[Items listed in a dataset]
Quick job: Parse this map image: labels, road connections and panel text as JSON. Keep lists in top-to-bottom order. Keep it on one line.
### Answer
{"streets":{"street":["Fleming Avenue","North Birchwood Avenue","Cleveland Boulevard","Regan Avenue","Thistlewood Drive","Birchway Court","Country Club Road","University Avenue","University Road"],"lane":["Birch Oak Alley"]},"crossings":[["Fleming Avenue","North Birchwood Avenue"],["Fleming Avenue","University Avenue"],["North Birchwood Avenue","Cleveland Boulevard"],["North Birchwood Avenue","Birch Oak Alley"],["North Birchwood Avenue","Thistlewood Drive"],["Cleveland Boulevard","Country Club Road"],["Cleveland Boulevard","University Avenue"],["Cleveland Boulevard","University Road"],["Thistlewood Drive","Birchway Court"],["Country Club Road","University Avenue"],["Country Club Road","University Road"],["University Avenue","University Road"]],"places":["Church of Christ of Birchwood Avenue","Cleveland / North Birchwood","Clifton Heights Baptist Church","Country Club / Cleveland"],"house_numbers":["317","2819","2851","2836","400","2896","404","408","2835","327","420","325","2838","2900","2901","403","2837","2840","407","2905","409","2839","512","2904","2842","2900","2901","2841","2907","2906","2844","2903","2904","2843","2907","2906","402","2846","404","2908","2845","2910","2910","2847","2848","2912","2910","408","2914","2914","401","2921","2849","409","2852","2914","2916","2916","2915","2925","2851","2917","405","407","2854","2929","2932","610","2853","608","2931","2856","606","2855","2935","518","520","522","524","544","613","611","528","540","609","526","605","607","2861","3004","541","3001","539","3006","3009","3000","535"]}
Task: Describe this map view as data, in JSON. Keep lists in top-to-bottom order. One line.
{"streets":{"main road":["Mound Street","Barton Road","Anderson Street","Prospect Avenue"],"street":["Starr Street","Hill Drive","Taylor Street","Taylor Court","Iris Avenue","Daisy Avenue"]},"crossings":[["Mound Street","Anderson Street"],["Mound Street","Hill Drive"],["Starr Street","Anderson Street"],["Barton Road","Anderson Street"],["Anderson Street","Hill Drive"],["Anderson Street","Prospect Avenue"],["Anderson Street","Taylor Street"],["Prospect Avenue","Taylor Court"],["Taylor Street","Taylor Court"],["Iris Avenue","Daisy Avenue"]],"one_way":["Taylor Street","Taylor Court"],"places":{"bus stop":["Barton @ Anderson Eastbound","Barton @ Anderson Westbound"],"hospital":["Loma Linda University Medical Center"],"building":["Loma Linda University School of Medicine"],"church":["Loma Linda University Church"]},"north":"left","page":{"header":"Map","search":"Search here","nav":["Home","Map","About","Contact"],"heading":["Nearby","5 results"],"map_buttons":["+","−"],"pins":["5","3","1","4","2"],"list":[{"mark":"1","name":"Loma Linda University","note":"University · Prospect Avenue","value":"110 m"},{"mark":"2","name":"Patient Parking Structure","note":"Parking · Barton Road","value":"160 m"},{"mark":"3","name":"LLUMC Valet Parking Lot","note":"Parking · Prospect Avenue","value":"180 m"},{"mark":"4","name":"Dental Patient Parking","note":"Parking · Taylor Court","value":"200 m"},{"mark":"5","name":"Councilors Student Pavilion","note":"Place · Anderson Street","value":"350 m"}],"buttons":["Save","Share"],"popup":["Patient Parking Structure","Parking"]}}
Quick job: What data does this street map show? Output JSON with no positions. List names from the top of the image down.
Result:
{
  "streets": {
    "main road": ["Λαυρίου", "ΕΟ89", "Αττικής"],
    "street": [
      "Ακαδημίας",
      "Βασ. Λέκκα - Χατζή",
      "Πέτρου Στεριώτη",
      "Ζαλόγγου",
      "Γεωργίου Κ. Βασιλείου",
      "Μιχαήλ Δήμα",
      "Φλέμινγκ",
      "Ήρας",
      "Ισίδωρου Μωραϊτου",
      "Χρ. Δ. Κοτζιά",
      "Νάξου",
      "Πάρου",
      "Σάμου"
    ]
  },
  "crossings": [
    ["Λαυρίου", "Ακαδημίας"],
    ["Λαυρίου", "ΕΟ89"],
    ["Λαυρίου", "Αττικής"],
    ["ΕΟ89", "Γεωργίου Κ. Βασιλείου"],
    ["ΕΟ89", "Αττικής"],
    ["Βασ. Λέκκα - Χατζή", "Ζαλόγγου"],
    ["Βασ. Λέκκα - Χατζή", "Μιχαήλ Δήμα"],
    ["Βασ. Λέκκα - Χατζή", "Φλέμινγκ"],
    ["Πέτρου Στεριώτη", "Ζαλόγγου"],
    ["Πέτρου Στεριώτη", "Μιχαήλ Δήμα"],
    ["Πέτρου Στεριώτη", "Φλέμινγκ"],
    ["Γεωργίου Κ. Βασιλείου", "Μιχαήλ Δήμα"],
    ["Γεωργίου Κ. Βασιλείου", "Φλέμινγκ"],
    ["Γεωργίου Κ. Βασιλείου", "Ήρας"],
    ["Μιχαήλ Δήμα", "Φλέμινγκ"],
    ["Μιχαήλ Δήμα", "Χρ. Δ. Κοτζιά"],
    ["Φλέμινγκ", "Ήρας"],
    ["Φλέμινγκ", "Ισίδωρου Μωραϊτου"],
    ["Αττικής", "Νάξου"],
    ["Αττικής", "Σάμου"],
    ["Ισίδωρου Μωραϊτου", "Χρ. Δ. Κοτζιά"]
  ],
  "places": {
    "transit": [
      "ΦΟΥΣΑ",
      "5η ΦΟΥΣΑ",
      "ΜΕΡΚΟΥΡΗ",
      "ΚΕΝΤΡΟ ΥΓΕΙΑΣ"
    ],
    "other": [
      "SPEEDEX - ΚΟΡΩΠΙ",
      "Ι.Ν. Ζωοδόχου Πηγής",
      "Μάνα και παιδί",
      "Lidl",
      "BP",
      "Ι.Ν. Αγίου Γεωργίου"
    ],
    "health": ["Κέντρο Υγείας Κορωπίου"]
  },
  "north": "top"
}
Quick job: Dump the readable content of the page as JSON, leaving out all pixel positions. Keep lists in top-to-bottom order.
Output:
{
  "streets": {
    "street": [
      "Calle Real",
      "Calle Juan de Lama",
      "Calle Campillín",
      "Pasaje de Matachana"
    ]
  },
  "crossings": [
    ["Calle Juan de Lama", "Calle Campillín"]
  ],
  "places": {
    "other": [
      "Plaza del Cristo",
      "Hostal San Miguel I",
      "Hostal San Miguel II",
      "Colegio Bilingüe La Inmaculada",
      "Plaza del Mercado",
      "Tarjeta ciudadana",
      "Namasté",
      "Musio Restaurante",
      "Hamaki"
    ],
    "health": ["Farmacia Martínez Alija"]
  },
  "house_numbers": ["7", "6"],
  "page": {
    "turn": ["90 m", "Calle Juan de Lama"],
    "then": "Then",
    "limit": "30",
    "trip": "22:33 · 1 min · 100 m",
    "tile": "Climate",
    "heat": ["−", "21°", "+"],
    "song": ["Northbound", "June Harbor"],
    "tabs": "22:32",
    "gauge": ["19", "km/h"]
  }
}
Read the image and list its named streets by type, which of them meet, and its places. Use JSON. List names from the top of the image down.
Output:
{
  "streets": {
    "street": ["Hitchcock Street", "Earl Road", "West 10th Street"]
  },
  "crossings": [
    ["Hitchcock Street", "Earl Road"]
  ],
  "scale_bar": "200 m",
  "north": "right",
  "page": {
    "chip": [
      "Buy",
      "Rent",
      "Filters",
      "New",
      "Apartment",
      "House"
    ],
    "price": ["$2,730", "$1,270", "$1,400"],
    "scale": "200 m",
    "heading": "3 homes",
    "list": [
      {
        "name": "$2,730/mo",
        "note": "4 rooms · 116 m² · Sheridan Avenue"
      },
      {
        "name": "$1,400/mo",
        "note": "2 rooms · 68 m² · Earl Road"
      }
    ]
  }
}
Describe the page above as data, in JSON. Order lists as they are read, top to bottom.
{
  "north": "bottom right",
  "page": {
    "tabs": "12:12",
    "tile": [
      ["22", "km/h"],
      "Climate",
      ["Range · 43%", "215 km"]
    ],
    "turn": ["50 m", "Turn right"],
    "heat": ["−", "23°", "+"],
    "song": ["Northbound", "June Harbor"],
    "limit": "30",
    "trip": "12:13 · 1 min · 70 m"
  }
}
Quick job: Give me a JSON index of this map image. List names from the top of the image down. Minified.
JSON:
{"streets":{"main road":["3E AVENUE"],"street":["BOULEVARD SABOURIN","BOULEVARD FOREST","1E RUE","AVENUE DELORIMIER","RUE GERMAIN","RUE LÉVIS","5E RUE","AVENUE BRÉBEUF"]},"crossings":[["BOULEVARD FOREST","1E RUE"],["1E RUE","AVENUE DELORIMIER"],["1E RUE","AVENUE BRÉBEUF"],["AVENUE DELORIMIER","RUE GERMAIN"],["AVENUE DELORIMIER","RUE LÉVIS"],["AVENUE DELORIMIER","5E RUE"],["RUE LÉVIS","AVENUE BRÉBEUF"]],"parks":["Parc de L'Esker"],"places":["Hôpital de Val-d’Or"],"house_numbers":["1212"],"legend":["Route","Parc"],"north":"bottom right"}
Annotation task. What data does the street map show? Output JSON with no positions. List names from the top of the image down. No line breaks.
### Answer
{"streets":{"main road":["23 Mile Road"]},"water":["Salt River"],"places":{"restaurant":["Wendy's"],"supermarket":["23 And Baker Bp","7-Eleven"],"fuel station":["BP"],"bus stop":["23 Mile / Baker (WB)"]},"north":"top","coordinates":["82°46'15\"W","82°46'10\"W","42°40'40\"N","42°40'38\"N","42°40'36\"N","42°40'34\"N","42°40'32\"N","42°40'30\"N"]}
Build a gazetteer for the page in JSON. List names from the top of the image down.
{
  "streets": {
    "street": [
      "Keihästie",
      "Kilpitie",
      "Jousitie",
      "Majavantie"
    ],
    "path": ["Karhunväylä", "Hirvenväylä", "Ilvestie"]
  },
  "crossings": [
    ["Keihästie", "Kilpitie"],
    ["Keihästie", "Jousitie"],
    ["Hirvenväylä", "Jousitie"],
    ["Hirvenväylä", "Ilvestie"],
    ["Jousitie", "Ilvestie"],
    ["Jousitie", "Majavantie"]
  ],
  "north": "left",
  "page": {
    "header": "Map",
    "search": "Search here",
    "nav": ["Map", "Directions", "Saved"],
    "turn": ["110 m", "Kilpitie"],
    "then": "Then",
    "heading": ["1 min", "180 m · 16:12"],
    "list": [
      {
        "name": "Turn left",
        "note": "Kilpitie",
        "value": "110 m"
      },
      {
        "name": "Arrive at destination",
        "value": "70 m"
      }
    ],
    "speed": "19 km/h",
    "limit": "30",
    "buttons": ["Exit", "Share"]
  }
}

> HOW TO COMPLETE THIS TASK
Take every line from the data that contains the word "does".

> SOLUTION TO THE PROBLEM
Quick job: What data does this street map show? Output JSON with no positions. List names from the top of the image down.
Annotation task. What data does the street map show? Output JSON with no positions. List names from the top of the image down. No line breaks.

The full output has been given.